“Oh my god,” Georgie said, “there’s this
woman in work right, who’s been wearing the same pair of boots for the last two
years. Two years one pair of boots. Winter, spring, summer, autumn, the same
boots.”
I shrugged.
“Can you believe it?”
I shrugged again. “Maybe they’re
comfortable,” I mumbled.
“It wouldn’t be so bad if they were a nice
pair of boots, but they’re gross,” Georgie mimed putting her fingers down her
throat. “They were gross when she bought them and now they are uber-gross, mega
gross, two-year-old gross.”
“What do they look like, these boots?” I
said, not really believing a pair of boots could be uber-gross.

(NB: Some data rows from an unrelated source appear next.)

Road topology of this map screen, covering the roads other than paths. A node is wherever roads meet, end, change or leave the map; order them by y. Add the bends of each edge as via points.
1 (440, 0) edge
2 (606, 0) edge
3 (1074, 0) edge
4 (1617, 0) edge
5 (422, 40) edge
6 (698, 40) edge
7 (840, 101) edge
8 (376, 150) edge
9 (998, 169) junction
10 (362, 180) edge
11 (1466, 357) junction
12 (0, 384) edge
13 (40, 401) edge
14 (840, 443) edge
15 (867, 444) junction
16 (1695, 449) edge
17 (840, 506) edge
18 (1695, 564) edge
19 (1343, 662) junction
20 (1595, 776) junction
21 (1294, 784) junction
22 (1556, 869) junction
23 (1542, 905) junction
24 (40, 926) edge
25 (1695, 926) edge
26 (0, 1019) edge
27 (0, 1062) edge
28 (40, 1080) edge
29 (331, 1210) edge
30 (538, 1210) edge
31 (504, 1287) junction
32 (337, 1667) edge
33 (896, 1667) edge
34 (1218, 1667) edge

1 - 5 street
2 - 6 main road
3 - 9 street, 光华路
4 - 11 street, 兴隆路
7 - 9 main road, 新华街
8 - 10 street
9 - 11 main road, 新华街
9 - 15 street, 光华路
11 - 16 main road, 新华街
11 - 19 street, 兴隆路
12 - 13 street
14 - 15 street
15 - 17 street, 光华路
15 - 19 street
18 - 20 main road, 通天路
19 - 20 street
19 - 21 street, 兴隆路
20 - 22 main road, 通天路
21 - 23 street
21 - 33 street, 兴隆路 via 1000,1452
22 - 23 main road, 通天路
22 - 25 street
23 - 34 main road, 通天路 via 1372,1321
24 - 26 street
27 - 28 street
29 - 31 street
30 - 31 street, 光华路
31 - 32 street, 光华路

“I just told you, they’re gross,” she said.
“Well, I get that, but describe gross.”
“Well, first of all, they’re grey! Who wears
grey boots? Not even a nice grey either. Not like a dark misty fifty shade of
grey, but a light Ford Cortina grey.”
“So silver then.”
“God no! Not Silver, Silver is nice. They’re
grey. And then they’re tatty, scuff marks on the heels and the toes, and along
the sides.”
“Well they are two years old,” I said, “They
couldn’t have always been tatty.”
“They have been. Tatty, old, grey since
grey one.”
“Knee length?” I asked.
“No, get this they are dodgy ankle height
boots. Her legs look like tiny bonsai trees in huge, ugly, grey flower pots.”

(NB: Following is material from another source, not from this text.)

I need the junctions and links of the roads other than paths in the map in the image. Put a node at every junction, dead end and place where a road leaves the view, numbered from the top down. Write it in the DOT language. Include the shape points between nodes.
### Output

“I need a piss,” I said and hobbled over to
the toilets. As I washed my hands I stared into the mirror. The water ran over
my fingers and I rubbed them together over and over like Lady Macbeth staring,
staring at my reflection. I was replaying the conversation with Georgie through
my mind. My reflection, grey. The story about the boots, dodgy ankle. My reflection, tatty and scuffed. The story about the
boots, two years. I counted up the
months we’d been together. Twenty-three. Georgie hadn’t been describing a
colleague’s boots. She’d been describing, me.